Andy Hawes is Warden of Edenham Regional Retreat House
Bereavement blights our lives. It takes many forms – losing a job, losing a home or even losing a pet can invade a person with a sense of loss and the diminishment that accompanies it. It is striking that in the Beatitudes Jesus includes the bereaved among the blessed; ‘blessed are they who mourn – they shall be comforted.’ Although emotionally bereavement can be a time of desolation and depression, it can nevertheless be a time of blessing. It is a time of blessing for all those ‘who throw all their needs onto God’ [1 Pet. 5.7]. It brings us to a place in our relationship with God of spiritual poverty, of ‘knowing our need of God.’ It is a time of stripping away of life until only the essentials are left.
It can be a time of great clarity in assessing priorities in life. It can be a time of deepening fellowship with other Christians. Brought to our knees before God, we find that we are not alone. I am not saying that this is a happy or easy time; for some it is hard, difficult, and seems painful beyond endurance. But, for the Christian, even these experiences can be transformed by the grace of God, who brings good out of troubles.
The priority is to be open and honest with God in prayer. The Psalms are full of the cry of desolation (see Psalms 42, 69, 130, 142). God is well able to deal with our anger and frustration – all of this has been met and reconciled in Christ, and in Christ we find a friend and brother in bereavement (see John 11, the death of Lazarus). Here the Christian finds himself dealing with death in a way that is difficult and foreign to those without faith in the crucified and risen Lord. It is the custom now not to embrace bereavement and share it, but to bypass it and hurry on in life. There is nothing negative and morbid in dwelling on the memory of the departed in bereavement.
Bereavement is a time of blessing because it confronts the bereaved with the truth of the Gospel: that there is eternal life for those who trust in Christ; that we are made to love and serve God forever. Bereavement is a time of blessing because it draws us into hope to which we are called, and within this hope is the peace beyond understanding.

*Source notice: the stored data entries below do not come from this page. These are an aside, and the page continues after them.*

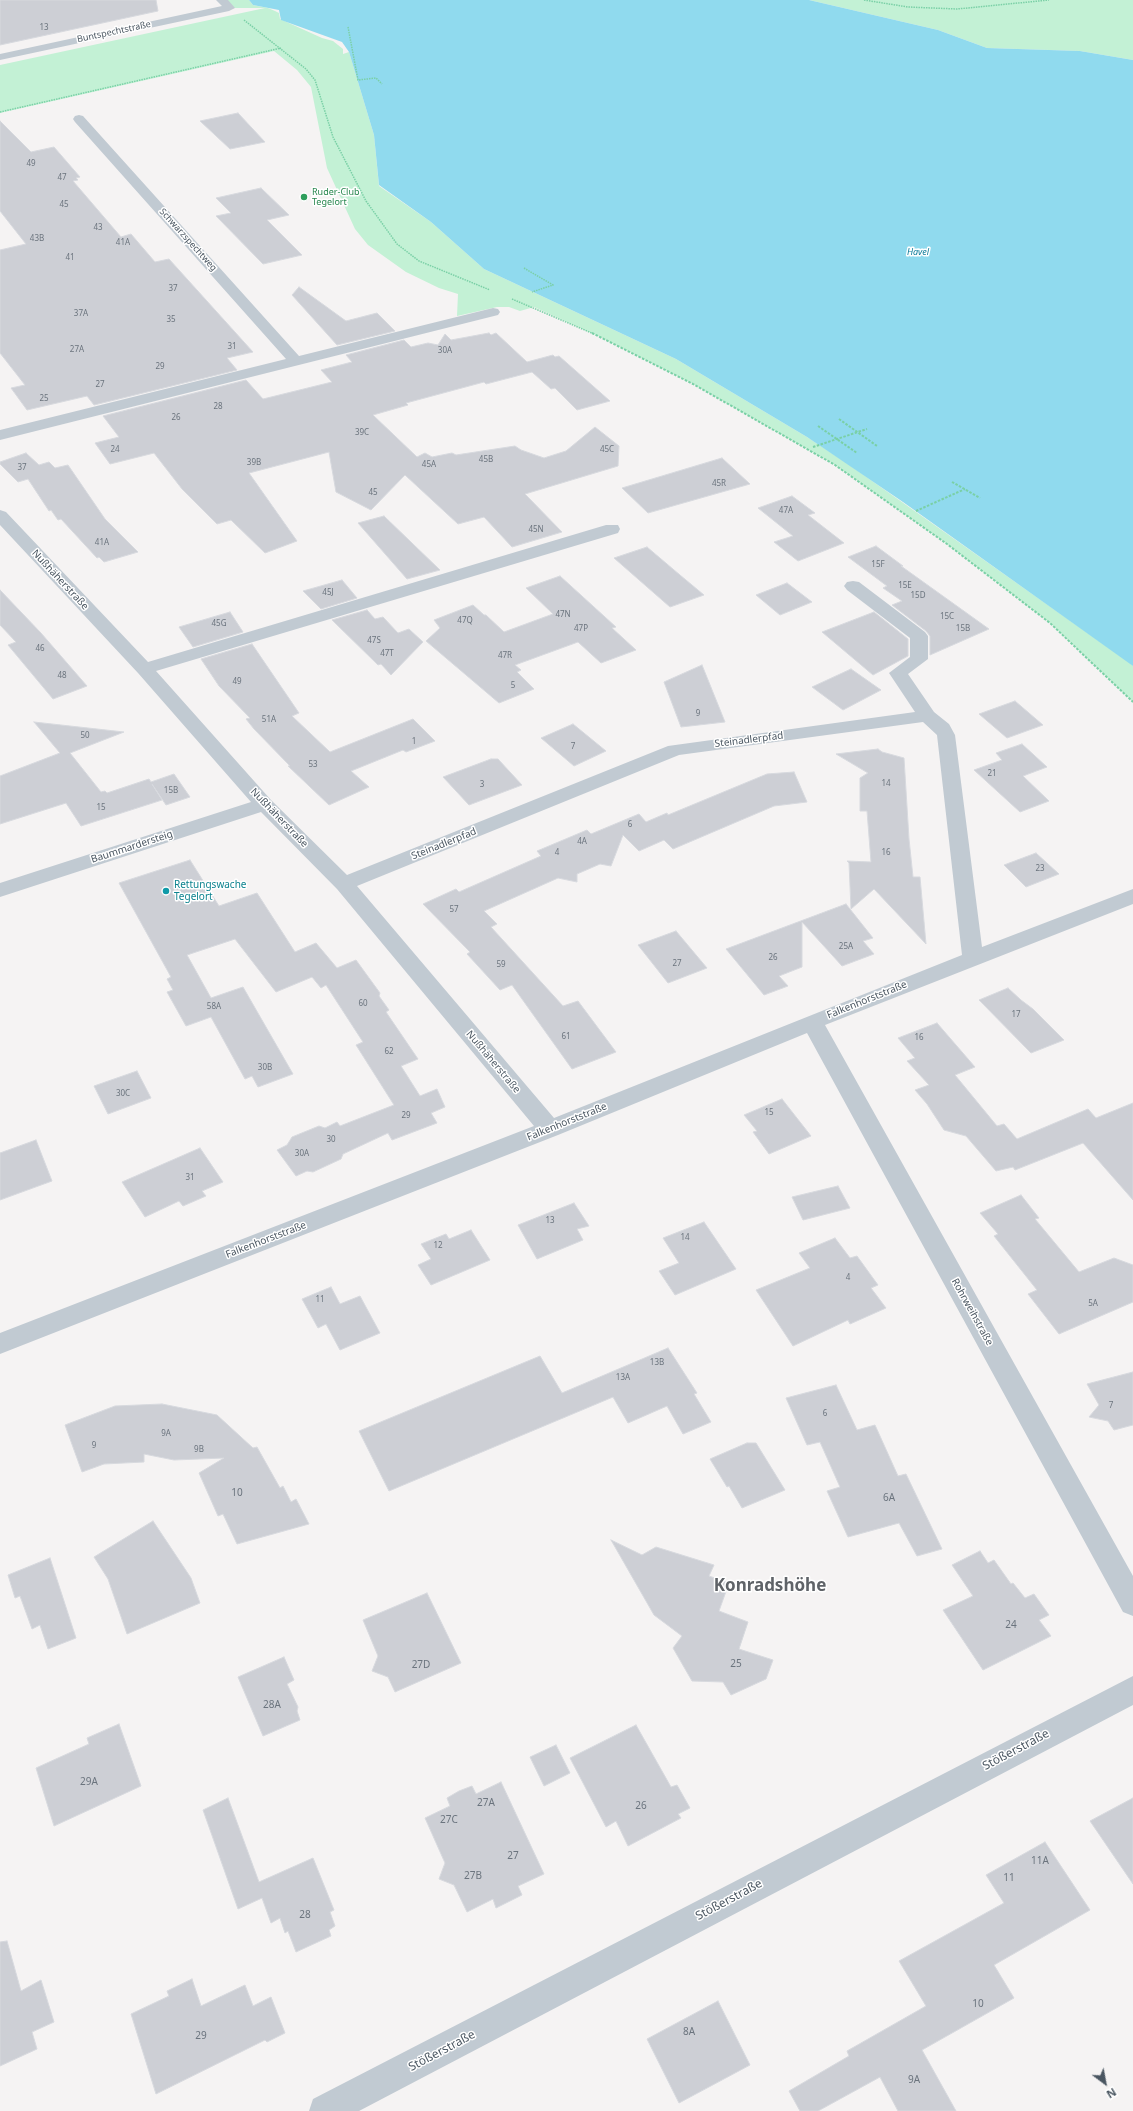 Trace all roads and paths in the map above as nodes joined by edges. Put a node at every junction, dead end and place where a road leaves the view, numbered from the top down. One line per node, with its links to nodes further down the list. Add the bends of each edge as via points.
1 (864, 0): 2 (path, via 908,7 957,9)
2 (1049, 0)
3 (225, 4): 5 (path); 6 (street, Buntspechtstraße)
4 (348, 27): 7 (path, via 358,80 376,78)
5 (282, 48): 8 (path); 11 (path, via 315,80 333,137 366,201 397,244 419,261)
6 (0, 57)
7 (382, 84)
8 (0, 112)
9 (79, 119): 15 (street, Schwarzspechtweg)
10 (524, 268): 12 (path, via 553,285)
11 (494, 292)
12 (532, 292)
13 (508, 297): 35 (path, via 618,346 693,384 835,465 947,544 1050,622)
14 (493, 312): 15 (street)
15 (296, 361): 20 (street)
16 (838, 419): 19 (path)
17 (818, 426): 21 (path)
18 (867, 429): 19 (path)
19 (858, 432): 21 (path); 22 (path)
20 (0, 436)
21 (837, 439): 23 (path); 24 (path)
22 (877, 446)
23 (813, 447)
24 (857, 453)
25 (952, 482): 26 (path)
26 (965, 489): 27 (path); 28 (path)
27 (980, 498)
28 (916, 511)
29 (0, 515): 31 (street, Nußhäherstraße)
30 (612, 529): 34 (street)
31 (19, 536): 32 (street); 34 (street, Nußhäherstraße)
32 (0, 542)
33 (853, 586): 36 (street, via 919,636 919,659 898,673)
34 (144, 669): 37 (street, Nußhäherstraße)
35 (1133, 702)
36 (927, 716): 38 (street, Steinadlerpfad, via 675,750); 41 (street, via 942,728 946,735)
37 (264, 804): 38 (street, Nußhäherstraße); 39 (street, Baummardersteig)
38 (344, 884): 43 (street, Nußhäherstraße)
39 (0, 890)
40 (1133, 896): 41 (street, Falkenhorststraße)
41 (973, 958): 42 (street, Falkenhorststraße)
42 (812, 1022): 43 (street, Falkenhorststraße); 45 (street, Rohrweihstraße)
43 (550, 1129): 44 (street, Falkenhorststraße)
44 (0, 1344)
45 (1133, 1603)
46 (1133, 1690): 47 (street, Stößerstraße)
47 (326, 2111) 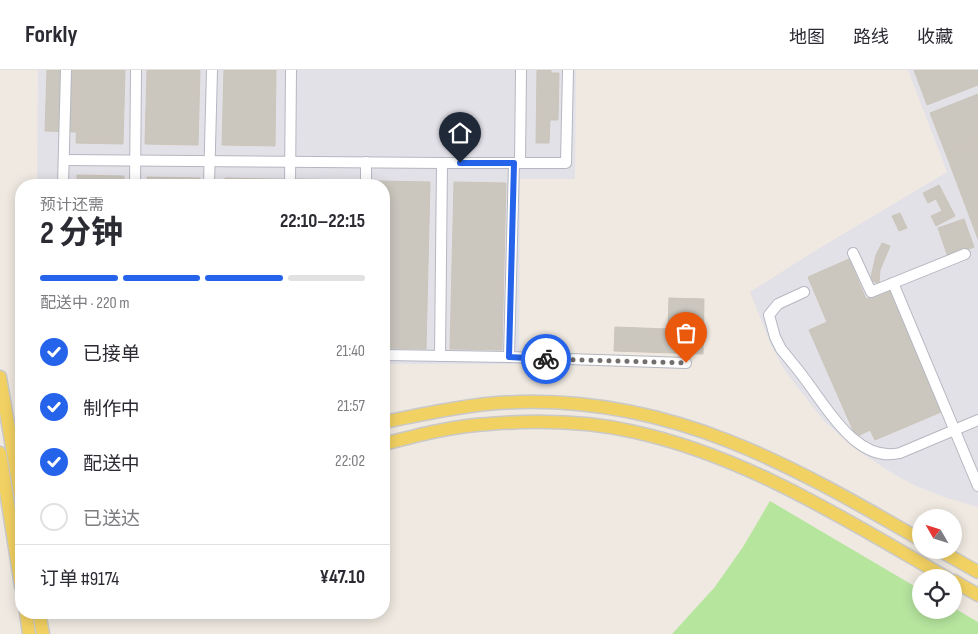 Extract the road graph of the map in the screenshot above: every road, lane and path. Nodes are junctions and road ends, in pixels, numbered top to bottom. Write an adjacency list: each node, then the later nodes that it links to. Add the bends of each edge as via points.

This Gospel, this hope and this peace are at the heart of the Eucharist. In the Eucharist we are, as the Prayer Book prays, ‘very members incorporate in the mystical body of Christ, which is the blessed company of all faithful people.’ Holy Communion is a sign of our belonging to the Communion of Saints.
Bereavement can be a time of blessing, for it can be a time of the most heartfelt thankfulness. In being thankful, our love, made keener by loss, carries us to the heart of God’s love, the love which is stronger than death.